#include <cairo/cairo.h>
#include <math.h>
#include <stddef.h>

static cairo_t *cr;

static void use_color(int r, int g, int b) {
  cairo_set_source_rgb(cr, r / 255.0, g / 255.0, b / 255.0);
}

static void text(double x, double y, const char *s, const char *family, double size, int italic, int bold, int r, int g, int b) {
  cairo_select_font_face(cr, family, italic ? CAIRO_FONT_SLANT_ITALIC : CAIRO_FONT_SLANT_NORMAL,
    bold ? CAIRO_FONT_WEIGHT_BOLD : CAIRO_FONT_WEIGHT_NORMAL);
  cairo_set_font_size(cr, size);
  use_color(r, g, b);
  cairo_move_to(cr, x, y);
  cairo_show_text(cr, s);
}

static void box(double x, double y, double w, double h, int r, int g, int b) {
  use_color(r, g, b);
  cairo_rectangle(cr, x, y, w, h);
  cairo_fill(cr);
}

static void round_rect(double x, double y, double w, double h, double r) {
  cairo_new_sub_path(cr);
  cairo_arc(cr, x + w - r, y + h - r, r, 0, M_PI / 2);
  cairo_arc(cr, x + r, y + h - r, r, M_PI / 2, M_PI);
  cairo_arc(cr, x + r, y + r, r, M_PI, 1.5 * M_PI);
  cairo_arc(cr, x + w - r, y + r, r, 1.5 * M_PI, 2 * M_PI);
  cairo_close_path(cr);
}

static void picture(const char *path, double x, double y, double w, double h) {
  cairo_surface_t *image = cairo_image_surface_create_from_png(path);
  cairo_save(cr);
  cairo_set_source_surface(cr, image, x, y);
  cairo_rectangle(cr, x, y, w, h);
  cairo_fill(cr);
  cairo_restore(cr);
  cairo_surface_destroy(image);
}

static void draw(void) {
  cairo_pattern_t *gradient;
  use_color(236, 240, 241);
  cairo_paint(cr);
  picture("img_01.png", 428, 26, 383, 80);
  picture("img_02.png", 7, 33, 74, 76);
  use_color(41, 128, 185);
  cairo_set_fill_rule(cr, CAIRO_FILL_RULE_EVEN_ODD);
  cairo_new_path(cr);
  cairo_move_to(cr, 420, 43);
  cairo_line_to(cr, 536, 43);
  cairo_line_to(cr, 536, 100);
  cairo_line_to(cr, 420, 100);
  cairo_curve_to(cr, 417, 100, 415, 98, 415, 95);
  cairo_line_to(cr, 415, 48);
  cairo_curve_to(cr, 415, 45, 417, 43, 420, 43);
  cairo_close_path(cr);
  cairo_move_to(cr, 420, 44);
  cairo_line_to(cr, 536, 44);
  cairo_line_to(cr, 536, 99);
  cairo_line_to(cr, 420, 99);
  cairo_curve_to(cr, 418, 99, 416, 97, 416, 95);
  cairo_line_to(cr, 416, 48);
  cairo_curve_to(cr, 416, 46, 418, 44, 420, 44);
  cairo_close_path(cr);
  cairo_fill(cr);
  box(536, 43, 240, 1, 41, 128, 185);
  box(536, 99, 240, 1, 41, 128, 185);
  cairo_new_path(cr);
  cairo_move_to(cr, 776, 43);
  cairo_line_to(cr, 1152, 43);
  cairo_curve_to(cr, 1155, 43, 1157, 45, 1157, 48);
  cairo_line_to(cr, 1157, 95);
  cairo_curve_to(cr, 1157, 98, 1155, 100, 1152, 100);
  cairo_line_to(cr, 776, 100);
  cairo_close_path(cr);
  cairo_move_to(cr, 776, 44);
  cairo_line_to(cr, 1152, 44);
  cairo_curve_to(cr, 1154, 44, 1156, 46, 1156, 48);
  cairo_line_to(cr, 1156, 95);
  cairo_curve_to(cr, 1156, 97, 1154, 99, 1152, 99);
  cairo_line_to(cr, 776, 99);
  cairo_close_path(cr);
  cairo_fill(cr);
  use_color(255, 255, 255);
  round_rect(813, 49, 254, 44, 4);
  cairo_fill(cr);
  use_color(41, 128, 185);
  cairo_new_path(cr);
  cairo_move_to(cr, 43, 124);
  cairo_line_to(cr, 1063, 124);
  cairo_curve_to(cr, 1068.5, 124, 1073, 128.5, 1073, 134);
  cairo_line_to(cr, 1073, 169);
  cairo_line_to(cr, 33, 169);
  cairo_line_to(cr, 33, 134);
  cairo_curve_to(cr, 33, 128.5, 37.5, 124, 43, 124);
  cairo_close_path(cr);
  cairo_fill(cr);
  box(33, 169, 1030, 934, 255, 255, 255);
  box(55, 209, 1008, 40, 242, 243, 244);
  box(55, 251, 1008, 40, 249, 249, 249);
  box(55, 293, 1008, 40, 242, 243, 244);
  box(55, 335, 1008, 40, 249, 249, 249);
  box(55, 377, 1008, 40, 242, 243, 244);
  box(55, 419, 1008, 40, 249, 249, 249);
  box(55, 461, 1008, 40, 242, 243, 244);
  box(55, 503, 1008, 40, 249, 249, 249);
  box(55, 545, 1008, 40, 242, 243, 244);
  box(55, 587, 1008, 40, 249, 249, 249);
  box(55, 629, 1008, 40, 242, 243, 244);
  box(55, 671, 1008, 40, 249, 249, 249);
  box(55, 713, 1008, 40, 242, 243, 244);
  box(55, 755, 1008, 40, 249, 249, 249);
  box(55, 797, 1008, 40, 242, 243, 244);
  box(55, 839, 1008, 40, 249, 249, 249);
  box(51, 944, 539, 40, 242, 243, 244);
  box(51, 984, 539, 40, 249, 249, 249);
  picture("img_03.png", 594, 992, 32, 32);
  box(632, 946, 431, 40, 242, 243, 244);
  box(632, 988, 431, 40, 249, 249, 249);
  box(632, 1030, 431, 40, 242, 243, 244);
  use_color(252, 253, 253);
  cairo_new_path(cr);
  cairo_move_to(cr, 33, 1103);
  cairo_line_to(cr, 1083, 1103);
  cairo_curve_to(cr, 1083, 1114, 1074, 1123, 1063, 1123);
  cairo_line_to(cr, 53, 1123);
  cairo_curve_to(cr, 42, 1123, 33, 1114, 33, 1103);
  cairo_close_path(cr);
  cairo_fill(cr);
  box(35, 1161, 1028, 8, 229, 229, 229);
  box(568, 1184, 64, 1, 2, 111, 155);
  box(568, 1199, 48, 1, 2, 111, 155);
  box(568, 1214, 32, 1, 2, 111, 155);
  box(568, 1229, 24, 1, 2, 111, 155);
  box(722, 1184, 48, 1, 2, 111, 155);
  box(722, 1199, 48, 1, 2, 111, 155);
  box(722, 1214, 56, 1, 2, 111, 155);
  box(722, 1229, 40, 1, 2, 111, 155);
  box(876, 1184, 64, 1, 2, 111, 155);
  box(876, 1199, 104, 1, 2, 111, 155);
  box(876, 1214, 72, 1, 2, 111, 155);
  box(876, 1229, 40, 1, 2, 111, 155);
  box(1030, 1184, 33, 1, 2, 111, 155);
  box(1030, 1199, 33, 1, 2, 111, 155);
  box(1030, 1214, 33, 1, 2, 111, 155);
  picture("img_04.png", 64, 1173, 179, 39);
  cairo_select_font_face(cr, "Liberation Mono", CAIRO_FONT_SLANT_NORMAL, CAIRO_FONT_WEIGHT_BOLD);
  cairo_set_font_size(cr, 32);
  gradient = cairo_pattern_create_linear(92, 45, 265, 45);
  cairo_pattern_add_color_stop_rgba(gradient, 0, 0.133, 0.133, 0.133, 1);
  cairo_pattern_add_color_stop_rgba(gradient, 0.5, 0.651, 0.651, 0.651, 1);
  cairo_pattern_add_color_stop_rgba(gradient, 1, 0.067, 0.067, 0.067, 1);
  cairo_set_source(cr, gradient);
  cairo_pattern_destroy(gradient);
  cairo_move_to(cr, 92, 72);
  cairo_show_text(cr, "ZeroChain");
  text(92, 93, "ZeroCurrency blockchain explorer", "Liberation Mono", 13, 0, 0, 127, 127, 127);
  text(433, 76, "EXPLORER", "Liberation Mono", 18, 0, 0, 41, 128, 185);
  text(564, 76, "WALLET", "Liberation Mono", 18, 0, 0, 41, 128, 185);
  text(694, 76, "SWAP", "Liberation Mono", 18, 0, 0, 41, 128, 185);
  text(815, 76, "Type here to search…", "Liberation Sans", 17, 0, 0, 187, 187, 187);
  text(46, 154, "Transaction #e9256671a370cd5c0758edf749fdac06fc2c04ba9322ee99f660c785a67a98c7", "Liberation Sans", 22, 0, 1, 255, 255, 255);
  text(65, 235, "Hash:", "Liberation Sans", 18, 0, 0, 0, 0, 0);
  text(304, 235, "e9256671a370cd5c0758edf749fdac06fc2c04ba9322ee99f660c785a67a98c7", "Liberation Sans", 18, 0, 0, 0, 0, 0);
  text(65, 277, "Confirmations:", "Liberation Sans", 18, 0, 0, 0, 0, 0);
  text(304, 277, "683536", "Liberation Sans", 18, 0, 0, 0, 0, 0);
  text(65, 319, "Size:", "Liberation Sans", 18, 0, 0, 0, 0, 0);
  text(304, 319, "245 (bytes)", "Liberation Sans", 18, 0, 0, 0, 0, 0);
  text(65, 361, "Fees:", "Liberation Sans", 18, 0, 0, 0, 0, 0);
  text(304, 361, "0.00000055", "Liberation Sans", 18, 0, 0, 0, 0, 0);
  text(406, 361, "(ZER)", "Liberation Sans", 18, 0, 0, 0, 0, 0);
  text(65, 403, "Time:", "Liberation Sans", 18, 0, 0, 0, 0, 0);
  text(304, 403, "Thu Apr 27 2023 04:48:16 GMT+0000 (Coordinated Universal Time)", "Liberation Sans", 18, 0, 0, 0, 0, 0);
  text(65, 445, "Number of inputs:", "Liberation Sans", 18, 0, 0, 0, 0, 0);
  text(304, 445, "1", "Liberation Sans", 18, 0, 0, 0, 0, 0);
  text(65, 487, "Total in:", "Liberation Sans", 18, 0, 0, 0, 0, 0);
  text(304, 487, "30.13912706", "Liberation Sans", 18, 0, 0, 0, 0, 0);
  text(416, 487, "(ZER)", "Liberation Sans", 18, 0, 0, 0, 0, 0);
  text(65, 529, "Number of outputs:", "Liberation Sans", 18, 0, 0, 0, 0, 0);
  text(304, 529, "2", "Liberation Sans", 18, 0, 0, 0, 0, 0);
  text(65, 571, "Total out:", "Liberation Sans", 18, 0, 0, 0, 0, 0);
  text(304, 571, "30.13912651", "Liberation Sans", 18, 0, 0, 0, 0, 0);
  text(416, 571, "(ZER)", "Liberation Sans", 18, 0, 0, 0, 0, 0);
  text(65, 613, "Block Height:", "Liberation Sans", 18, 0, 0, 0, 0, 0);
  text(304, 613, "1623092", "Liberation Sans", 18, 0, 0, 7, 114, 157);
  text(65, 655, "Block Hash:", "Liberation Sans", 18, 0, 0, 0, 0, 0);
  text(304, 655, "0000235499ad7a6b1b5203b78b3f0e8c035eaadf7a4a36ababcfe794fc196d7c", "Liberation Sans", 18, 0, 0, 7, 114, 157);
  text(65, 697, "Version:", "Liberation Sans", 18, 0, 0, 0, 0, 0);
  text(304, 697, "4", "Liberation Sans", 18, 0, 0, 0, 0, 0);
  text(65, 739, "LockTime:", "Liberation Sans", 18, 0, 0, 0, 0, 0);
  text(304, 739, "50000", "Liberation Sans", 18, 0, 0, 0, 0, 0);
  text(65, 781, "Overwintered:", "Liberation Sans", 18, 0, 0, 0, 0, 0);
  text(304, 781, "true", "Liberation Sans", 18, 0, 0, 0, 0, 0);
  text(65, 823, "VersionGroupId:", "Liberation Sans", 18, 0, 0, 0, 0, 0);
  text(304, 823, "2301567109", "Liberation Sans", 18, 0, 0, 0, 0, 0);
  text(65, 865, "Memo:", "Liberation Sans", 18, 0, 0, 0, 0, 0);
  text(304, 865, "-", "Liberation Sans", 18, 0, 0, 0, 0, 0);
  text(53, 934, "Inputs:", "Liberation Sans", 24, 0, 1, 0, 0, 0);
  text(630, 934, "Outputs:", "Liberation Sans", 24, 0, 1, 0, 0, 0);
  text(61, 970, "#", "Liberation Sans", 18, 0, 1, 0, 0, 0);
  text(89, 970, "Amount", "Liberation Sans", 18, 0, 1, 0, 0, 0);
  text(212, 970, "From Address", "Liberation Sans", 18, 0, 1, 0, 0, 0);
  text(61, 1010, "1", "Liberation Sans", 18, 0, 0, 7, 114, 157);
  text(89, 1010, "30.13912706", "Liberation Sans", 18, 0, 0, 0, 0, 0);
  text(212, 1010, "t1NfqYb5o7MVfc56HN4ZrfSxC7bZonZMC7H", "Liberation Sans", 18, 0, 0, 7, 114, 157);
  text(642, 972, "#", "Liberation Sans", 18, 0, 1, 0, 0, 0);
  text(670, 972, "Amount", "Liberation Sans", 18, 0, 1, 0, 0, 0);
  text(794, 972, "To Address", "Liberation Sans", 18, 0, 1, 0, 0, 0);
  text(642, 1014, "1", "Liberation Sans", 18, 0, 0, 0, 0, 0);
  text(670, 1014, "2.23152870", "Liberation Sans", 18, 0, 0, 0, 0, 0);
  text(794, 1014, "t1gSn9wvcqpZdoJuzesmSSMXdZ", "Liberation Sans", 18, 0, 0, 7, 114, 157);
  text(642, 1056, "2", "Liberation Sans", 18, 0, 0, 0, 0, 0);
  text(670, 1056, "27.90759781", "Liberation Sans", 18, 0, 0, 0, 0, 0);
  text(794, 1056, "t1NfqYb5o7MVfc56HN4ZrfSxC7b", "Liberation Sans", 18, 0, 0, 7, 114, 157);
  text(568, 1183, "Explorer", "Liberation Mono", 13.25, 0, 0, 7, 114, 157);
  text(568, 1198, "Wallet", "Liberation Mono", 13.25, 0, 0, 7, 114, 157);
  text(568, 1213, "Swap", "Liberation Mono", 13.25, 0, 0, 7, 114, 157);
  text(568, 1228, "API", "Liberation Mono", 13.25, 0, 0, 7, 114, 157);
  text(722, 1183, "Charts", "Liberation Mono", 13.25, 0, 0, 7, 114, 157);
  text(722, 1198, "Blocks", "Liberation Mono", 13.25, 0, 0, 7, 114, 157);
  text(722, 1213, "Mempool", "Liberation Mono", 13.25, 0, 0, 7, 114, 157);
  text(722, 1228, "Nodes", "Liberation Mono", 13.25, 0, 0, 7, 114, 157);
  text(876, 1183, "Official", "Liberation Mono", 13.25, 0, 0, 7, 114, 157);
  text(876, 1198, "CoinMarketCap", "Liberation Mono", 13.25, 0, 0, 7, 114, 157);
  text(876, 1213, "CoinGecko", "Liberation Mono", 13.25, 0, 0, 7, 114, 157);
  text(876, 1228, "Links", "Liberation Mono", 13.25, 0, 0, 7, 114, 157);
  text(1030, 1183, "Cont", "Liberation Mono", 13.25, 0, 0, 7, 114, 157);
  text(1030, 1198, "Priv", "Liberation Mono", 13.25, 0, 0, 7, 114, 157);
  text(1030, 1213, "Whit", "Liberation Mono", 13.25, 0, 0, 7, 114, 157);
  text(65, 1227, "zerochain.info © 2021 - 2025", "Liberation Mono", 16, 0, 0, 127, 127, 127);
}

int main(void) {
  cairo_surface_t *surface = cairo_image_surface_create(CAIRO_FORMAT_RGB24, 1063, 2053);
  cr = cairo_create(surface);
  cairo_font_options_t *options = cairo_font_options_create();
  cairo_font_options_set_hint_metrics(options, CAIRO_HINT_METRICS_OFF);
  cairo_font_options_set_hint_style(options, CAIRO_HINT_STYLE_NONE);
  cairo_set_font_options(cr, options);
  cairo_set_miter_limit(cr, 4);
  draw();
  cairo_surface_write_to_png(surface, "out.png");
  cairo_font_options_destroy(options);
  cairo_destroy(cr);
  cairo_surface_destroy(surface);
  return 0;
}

****************************************

◆ What needs to be done ◆
Copy only this part of the entries above: the line with "cairo_set_font_size(cr, size);", the line with "cairo_pattern_t *gradient;", and the lines between, all exactly as written.

◆ Result of this exercise ◆
  cairo_set_font_size(cr, size);
  use_color(r, g, b);
  cairo_move_to(cr, x, y);
  cairo_show_text(cr, s);
}

static void box(double x, double y, double w, double h, int r, int g, int b) {
  use_color(r, g, b);
  cairo_rectangle(cr, x, y, w, h);
  cairo_fill(cr);
}

static void round_rect(double x, double y, double w, double h, double r) {
  cairo_new_sub_path(cr);
  cairo_arc(cr, x + w - r, y + h - r, r, 0, M_PI / 2);
  cairo_arc(cr, x + r, y + h - r, r, M_PI / 2, M_PI);
  cairo_arc(cr, x + r, y + r, r, M_PI, 1.5 * M_PI);
  cairo_arc(cr, x + w - r, y + r, r, 1.5 * M_PI, 2 * M_PI);
  cairo_close_path(cr);
}

static void picture(const char *path, double x, double y, double w, double h) {
  cairo_surface_t *image = cairo_image_surface_create_from_png(path);
  cairo_save(cr);
  cairo_set_source_surface(cr, image, x, y);
  cairo_rectangle(cr, x, y, w, h);
  cairo_fill(cr);
  cairo_restore(cr);
  cairo_surface_destroy(image);
}

static void draw(void) {
  cairo_pattern_t *gradient;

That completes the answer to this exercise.